# How do you find all zeros of F(x)= x^3 -8x^2 +25x -26?

Sep 19, 2015

There are three solutions:
${x}_{0} = 2$
${x}_{1} = 3 + 2 i$
${x}_{2} = 3 - 2 i$

#### Explanation:

The rational root theorem tells us that rational roots to a polynomial equation with integer coefficients can be written in the form $\frac{p}{q}$, where $p$ is a factor of the constant term and $q$ is a factor of the leading coefficient.

The polynomial equation is $1 \cdot {x}^{3} - 8 {x}^{2} + 25 x - 26 = 0$.
The integer factors of the constant $- 26$ are $\pm 26 , \pm 13 , \pm 2 , \pm 1$.
The integer factors of the leading coefficient $1$ are $\pm 1$.
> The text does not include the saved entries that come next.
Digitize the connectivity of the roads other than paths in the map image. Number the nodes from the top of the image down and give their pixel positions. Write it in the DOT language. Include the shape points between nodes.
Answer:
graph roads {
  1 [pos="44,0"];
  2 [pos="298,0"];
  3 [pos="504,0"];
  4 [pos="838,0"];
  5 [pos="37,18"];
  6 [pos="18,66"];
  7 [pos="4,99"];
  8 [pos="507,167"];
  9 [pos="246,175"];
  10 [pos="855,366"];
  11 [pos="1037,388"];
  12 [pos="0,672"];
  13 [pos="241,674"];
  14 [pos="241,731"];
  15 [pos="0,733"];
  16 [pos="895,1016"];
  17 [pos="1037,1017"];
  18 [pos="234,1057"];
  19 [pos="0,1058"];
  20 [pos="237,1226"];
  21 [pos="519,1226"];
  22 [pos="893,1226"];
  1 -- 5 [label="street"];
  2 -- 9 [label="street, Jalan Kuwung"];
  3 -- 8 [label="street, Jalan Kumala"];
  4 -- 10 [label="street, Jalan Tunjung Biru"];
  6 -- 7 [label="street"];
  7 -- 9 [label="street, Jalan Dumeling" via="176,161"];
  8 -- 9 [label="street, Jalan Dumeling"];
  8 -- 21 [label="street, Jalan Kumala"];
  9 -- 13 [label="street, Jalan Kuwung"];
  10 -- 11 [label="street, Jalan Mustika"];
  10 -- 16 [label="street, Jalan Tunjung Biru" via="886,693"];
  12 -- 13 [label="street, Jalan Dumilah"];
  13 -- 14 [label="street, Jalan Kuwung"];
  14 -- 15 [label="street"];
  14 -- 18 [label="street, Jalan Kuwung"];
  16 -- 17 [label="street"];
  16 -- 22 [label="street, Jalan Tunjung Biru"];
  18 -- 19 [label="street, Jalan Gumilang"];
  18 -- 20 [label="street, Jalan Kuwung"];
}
The rational solutions must therefore be among the following: $\pm \frac{26}{1} , \pm \frac{13}{1} , \pm \frac{2}{1} , \pm \frac{1}{1}$

Try each answer by substituting them into $x$ in the equation until you find the solution. You will find that $x = 2$ solves the equation. This is the first solution.

Now we know that $\left(x - 2\right)$ is a factor of the polynomial, meaning that ${x}^{3} - 8 {x}^{2} + 25 x - 26 = \left(x - 2\right) \cdot g \left(x\right)$ where $g \left(x\right)$ is some polynomial of a lower degree. Use polynomial division to find:

 g(x) = (x^3 - 8x^2 + 25x - 26) / (x-2)=x^2−6x+13

(Polynomial divison might need its own explanation for those who haven't learned it. If there's a separate Socratic thread on it, it should be linked here.)

With the factorized polynomial (x-2)(x^2−6x+13) = 0, now solve for $x$ when (x^2−6x+13) = 0

A quadratic equation $a {x}^{2} + b x + c = 0$ can be solved using the quadratic formula: $x = \frac{- b \pm \sqrt{{b}^{2} - 4 a c}}{2 a}$.

Plug $a = 1$, $b = - 6$ and $c = 13$ into it and we get:

$x = 3 \pm \sqrt{- 4}$
$= 3 \pm \sqrt{4 \cdot - 1}$
$= 3 \pm \sqrt{4} \sqrt{- 1}$
$= 3 \pm 2 i$

Now we have found all three solutions:
${x}_{0} = 2$
${x}_{1} = 3 + 2 i$
${x}_{2} = 3 - 2 i$